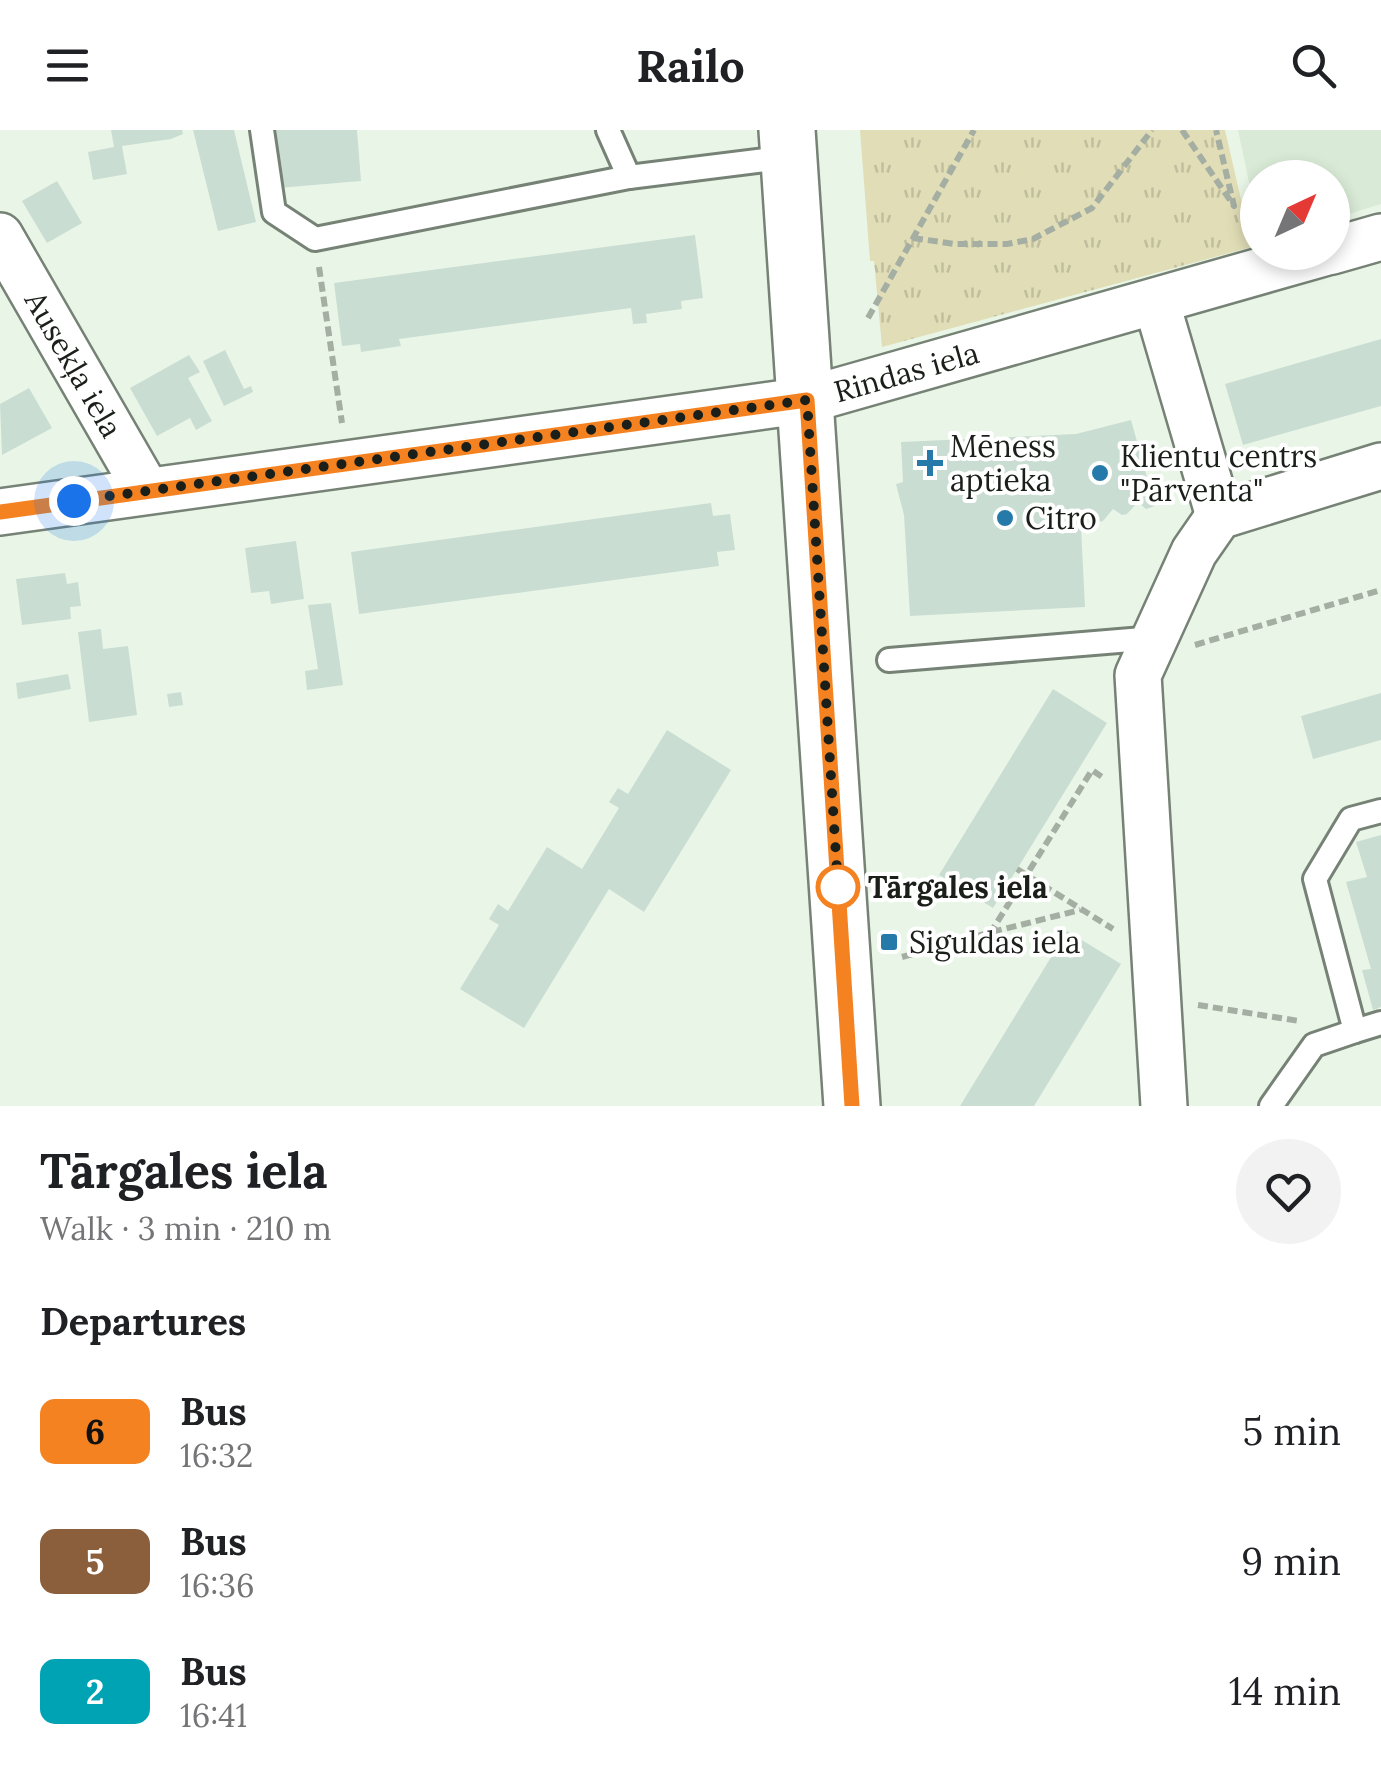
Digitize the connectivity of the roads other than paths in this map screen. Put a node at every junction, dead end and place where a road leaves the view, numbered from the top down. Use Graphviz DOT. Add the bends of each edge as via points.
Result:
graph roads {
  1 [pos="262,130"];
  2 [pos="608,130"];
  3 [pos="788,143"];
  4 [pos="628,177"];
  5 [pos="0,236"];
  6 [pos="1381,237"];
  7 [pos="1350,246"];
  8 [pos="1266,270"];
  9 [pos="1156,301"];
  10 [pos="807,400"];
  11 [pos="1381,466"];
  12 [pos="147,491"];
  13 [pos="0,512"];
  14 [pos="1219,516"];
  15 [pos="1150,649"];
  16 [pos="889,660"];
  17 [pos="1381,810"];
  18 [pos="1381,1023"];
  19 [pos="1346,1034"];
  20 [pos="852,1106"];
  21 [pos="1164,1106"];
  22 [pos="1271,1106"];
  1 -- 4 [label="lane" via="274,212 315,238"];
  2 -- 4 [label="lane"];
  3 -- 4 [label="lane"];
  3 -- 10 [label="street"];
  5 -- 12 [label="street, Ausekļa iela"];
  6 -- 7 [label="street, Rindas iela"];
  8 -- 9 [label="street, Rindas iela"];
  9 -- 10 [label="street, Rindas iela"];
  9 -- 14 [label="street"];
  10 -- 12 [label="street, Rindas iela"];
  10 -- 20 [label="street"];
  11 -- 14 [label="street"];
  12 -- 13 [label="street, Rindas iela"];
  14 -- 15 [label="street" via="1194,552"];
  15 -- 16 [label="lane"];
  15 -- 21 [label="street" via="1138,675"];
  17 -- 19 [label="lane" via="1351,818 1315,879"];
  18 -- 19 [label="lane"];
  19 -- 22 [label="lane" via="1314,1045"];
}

.....

* **The problem**
The entries are to be reproduced exactly, excluding any pictures they contain.

* **Output for this exercise**
Digitize the connectivity of the roads other than paths in this map screen. Put a node at every junction, dead end and place where a road leaves the view, numbered from the top down. Use Graphviz DOT. Add the bends of each edge as via points.
Result:
graph roads {
  1 [pos="262,130"];
  2 [pos="608,130"];
  3 [pos="788,143"];
  4 [pos="628,177"];
  5 [pos="0,236"];
  6 [pos="1381,237"];
  7 [pos="1350,246"];
  8 [pos="1266,270"];
  9 [pos="1156,301"];
  10 [pos="807,400"];
  11 [pos="1381,466"];
  12 [pos="147,491"];
  13 [pos="0,512"];
  14 [pos="1219,516"];
  15 [pos="1150,649"];
  16 [pos="889,660"];
  17 [pos="1381,810"];
  18 [pos="1381,1023"];
  19 [pos="1346,1034"];
  20 [pos="852,1106"];
  21 [pos="1164,1106"];
  22 [pos="1271,1106"];
  1 -- 4 [label="lane" via="274,212 315,238"];
  2 -- 4 [label="lane"];
  3 -- 4 [label="lane"];
  3 -- 10 [label="street"];
  5 -- 12 [label="street, Ausekļa iela"];
  6 -- 7 [label="street, Rindas iela"];
  8 -- 9 [label="street, Rindas iela"];
  9 -- 10 [label="street, Rindas iela"];
  9 -- 14 [label="street"];
  10 -- 12 [label="street, Rindas iela"];
  10 -- 20 [label="street"];
  11 -- 14 [label="street"];
  12 -- 13 [label="street, Rindas iela"];
  14 -- 15 [label="street" via="1194,552"];
  15 -- 16 [label="lane"];
  15 -- 21 [label="street" via="1138,675"];
  17 -- 19 [label="lane" via="1351,818 1315,879"];
  18 -- 19 [label="lane"];
  19 -- 22 [label="lane" via="1314,1045"];
}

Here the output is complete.